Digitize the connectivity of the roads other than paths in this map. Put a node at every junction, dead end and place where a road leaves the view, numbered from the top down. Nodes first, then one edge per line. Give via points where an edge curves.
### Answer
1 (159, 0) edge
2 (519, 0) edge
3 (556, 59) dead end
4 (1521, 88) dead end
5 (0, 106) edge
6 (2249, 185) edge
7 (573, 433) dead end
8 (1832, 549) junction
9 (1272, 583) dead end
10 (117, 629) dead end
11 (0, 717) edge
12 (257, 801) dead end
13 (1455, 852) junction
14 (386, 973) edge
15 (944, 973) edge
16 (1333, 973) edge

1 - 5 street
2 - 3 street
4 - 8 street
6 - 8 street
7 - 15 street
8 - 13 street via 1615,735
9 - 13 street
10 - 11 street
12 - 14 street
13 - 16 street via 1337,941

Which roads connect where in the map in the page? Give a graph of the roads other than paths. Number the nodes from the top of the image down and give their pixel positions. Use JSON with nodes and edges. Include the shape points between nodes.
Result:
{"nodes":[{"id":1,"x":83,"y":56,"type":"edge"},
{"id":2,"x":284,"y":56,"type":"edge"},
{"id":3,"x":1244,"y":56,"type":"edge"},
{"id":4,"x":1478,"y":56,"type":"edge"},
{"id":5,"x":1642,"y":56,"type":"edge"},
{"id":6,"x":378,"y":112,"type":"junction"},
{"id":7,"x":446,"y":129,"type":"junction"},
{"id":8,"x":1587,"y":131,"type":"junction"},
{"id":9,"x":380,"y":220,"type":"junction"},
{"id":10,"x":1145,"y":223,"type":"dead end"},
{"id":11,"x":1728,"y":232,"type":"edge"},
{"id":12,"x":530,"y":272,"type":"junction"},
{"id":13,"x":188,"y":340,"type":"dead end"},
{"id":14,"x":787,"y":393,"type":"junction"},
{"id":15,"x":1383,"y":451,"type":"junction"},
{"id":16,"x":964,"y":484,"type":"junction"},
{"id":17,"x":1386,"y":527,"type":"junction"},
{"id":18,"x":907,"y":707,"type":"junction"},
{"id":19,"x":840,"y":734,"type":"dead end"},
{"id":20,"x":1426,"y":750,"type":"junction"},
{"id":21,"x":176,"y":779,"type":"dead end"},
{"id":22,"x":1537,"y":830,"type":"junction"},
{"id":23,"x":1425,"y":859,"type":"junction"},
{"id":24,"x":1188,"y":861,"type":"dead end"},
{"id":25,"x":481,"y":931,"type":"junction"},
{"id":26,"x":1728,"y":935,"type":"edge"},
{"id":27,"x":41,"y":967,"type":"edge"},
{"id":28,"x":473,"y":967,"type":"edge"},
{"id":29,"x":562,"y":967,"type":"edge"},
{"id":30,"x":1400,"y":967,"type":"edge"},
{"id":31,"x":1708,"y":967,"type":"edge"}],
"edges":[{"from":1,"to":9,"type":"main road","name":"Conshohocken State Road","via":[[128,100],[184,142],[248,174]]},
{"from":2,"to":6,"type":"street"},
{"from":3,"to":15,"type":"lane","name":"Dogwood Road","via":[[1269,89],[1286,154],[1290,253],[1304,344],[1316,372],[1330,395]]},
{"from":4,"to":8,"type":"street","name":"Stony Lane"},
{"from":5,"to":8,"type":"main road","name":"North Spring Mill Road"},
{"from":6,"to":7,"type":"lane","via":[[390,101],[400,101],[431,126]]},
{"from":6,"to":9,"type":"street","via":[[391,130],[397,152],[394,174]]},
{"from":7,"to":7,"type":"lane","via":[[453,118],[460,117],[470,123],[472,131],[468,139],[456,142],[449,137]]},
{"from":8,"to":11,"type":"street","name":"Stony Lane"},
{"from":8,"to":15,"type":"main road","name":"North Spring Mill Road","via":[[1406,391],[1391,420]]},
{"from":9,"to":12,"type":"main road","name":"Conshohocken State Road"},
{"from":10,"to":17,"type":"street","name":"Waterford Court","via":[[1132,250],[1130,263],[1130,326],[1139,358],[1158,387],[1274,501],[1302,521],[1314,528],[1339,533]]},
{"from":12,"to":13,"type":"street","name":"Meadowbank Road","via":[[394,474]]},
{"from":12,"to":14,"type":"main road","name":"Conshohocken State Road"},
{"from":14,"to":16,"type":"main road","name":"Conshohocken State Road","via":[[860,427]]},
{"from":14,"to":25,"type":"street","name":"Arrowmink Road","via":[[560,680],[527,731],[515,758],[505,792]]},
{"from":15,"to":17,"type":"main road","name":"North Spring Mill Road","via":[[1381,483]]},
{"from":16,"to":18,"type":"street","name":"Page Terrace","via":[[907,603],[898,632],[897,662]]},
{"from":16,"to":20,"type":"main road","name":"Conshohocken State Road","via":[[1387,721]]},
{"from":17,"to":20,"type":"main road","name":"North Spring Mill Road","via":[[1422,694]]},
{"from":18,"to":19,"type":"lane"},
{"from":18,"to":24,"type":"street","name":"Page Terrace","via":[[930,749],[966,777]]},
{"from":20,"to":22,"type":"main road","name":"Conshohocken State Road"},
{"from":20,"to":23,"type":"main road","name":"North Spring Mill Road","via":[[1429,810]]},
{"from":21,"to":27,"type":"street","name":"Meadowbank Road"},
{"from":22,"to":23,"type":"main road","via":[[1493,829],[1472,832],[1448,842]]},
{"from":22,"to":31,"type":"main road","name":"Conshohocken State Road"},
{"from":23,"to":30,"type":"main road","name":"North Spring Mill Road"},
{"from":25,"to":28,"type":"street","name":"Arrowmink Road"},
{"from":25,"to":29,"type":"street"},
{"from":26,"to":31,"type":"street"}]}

_Requirement:_
Each of the entries above is to be repeated exactly.

_Written solution:_
Digitize the connectivity of the roads other than paths in this map. Put a node at every junction, dead end and place where a road leaves the view, numbered from the top down. Nodes first, then one edge per line. Give via points where an edge curves.
### Answer
1 (159, 0) edge
2 (519, 0) edge
3 (556, 59) dead end
4 (1521, 88) dead end
5 (0, 106) edge
6 (2249, 185) edge
7 (573, 433) dead end
8 (1832, 549) junction
9 (1272, 583) dead end
10 (117, 629) dead end
11 (0, 717) edge
12 (257, 801) dead end
13 (1455, 852) junction
14 (386, 973) edge
15 (944, 973) edge
16 (1333, 973) edge

1 - 5 street
2 - 3 street
4 - 8 street
6 - 8 street
7 - 15 street
8 - 13 street via 1615,735
9 - 13 street
10 - 11 street
12 - 14 street
13 - 16 street via 1337,941

Which roads connect where in the map in the page? Give a graph of the roads other than paths. Number the nodes from the top of the image down and give their pixel positions. Use JSON with nodes and edges. Include the shape points between nodes.
Result:
{"nodes":[{"id":1,"x":83,"y":56,"type":"edge"},
{"id":2,"x":284,"y":56,"type":"edge"},
{"id":3,"x":1244,"y":56,"type":"edge"},
{"id":4,"x":1478,"y":56,"type":"edge"},
{"id":5,"x":1642,"y":56,"type":"edge"},
{"id":6,"x":378,"y":112,"type":"junction"},
{"id":7,"x":446,"y":129,"type":"junction"},
{"id":8,"x":1587,"y":131,"type":"junction"},
{"id":9,"x":380,"y":220,"type":"junction"},
{"id":10,"x":1145,"y":223,"type":"dead end"},
{"id":11,"x":1728,"y":232,"type":"edge"},
{"id":12,"x":530,"y":272,"type":"junction"},
{"id":13,"x":188,"y":340,"type":"dead end"},
{"id":14,"x":787,"y":393,"type":"junction"},
{"id":15,"x":1383,"y":451,"type":"junction"},
{"id":16,"x":964,"y":484,"type":"junction"},
{"id":17,"x":1386,"y":527,"type":"junction"},
{"id":18,"x":907,"y":707,"type":"junction"},
{"id":19,"x":840,"y":734,"type":"dead end"},
{"id":20,"x":1426,"y":750,"type":"junction"},
{"id":21,"x":176,"y":779,"type":"dead end"},
{"id":22,"x":1537,"y":830,"type":"junction"},
{"id":23,"x":1425,"y":859,"type":"junction"},
{"id":24,"x":1188,"y":861,"type":"dead end"},
{"id":25,"x":481,"y":931,"type":"junction"},
{"id":26,"x":1728,"y":935,"type":"edge"},
{"id":27,"x":41,"y":967,"type":"edge"},
{"id":28,"x":473,"y":967,"type":"edge"},
{"id":29,"x":562,"y":967,"type":"edge"},
{"id":30,"x":1400,"y":967,"type":"edge"},
{"id":31,"x":1708,"y":967,"type":"edge"}],
"edges":[{"from":1,"to":9,"type":"main road","name":"Conshohocken State Road","via":[[128,100],[184,142],[248,174]]},
{"from":2,"to":6,"type":"street"},
{"from":3,"to":15,"type":"lane","name":"Dogwood Road","via":[[1269,89],[1286,154],[1290,253],[1304,344],[1316,372],[1330,395]]},
{"from":4,"to":8,"type":"street","name":"Stony Lane"},
{"from":5,"to":8,"type":"main road","name":"North Spring Mill Road"},
{"from":6,"to":7,"type":"lane","via":[[390,101],[400,101],[431,126]]},
{"from":6,"to":9,"type":"street","via":[[391,130],[397,152],[394,174]]},
{"from":7,"to":7,"type":"lane","via":[[453,118],[460,117],[470,123],[472,131],[468,139],[456,142],[449,137]]},
{"from":8,"to":11,"type":"street","name":"Stony Lane"},
{"from":8,"to":15,"type":"main road","name":"North Spring Mill Road","via":[[1406,391],[1391,420]]},
{"from":9,"to":12,"type":"main road","name":"Conshohocken State Road"},
{"from":10,"to":17,"type":"street","name":"Waterford Court","via":[[1132,250],[1130,263],[1130,326],[1139,358],[1158,387],[1274,501],[1302,521],[1314,528],[1339,533]]},
{"from":12,"to":13,"type":"street","name":"Meadowbank Road","via":[[394,474]]},
{"from":12,"to":14,"type":"main road","name":"Conshohocken State Road"},
{"from":14,"to":16,"type":"main road","name":"Conshohocken State Road","via":[[860,427]]},
{"from":14,"to":25,"type":"street","name":"Arrowmink Road","via":[[560,680],[527,731],[515,758],[505,792]]},
{"from":15,"to":17,"type":"main road","name":"North Spring Mill Road","via":[[1381,483]]},
{"from":16,"to":18,"type":"street","name":"Page Terrace","via":[[907,603],[898,632],[897,662]]},
{"from":16,"to":20,"type":"main road","name":"Conshohocken State Road","via":[[1387,721]]},
{"from":17,"to":20,"type":"main road","name":"North Spring Mill Road","via":[[1422,694]]},
{"from":18,"to":19,"type":"lane"},
{"from":18,"to":24,"type":"street","name":"Page Terrace","via":[[930,749],[966,777]]},
{"from":20,"to":22,"type":"main road","name":"Conshohocken State Road"},
{"from":20,"to":23,"type":"main road","name":"North Spring Mill Road","via":[[1429,810]]},
{"from":21,"to":27,"type":"street","name":"Meadowbank Road"},
{"from":22,"to":23,"type":"main road","via":[[1493,829],[1472,832],[1448,842]]},
{"from":22,"to":31,"type":"main road","name":"Conshohocken State Road"},
{"from":23,"to":30,"type":"main road","name":"North Spring Mill Road"},
{"from":25,"to":28,"type":"street","name":"Arrowmink Road"},
{"from":25,"to":29,"type":"street"},
{"from":26,"to":31,"type":"street"}]}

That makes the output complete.